• [What the task requires] Look below and pull out each line with the word "Батуринская".

------ Record set

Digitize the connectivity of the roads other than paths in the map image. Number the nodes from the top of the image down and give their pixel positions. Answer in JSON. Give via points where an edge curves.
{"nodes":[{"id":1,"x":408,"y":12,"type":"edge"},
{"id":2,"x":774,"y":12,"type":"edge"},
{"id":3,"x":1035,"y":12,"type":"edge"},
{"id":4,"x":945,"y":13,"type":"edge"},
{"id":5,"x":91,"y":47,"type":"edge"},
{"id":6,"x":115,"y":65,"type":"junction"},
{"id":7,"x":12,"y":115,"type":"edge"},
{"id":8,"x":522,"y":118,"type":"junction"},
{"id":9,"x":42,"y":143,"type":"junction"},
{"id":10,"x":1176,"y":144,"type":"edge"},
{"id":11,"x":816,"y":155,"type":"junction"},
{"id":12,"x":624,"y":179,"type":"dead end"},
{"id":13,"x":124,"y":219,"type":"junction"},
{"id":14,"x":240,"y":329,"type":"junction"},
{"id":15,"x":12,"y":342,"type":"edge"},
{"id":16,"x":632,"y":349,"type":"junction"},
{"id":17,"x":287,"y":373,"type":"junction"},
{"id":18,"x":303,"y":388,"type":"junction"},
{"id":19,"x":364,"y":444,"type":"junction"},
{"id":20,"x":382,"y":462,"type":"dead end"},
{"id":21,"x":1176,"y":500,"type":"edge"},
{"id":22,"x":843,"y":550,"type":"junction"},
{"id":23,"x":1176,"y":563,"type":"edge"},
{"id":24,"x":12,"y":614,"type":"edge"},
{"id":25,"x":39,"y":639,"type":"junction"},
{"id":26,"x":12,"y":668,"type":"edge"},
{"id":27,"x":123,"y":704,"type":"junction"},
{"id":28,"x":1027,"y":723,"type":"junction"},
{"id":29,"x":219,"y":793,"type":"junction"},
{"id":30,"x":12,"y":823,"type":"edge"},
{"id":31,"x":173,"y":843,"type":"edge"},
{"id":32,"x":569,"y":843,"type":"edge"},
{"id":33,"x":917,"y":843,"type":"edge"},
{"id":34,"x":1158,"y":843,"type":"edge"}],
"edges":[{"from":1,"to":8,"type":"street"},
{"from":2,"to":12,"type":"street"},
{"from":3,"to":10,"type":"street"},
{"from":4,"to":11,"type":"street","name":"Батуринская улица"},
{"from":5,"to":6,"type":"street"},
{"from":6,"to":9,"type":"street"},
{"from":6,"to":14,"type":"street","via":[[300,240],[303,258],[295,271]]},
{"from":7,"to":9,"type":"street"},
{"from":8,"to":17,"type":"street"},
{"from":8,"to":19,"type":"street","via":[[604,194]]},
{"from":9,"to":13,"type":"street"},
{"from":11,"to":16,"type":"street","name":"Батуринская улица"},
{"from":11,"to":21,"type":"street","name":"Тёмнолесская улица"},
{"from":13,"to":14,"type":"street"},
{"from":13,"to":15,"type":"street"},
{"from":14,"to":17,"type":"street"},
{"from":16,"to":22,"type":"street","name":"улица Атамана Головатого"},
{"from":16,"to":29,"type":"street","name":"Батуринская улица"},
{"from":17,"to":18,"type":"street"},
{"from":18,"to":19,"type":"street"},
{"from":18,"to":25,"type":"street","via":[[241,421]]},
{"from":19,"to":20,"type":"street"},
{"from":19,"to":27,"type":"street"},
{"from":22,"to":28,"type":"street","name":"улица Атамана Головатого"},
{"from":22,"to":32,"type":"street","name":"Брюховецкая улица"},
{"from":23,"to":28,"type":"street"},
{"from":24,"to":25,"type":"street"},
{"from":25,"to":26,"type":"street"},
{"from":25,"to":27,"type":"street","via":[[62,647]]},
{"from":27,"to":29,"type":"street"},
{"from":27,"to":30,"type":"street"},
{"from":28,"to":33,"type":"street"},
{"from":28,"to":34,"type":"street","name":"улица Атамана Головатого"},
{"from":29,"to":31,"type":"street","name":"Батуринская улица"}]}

------------

• [Output for this task]
{"from":4,"to":11,"type":"street","name":"Батуринская улица"},
{"from":11,"to":16,"type":"street","name":"Батуринская улица"},
{"from":16,"to":29,"type":"street","name":"Батуринская улица"},
{"from":29,"to":31,"type":"street","name":"Батуринская улица"}]}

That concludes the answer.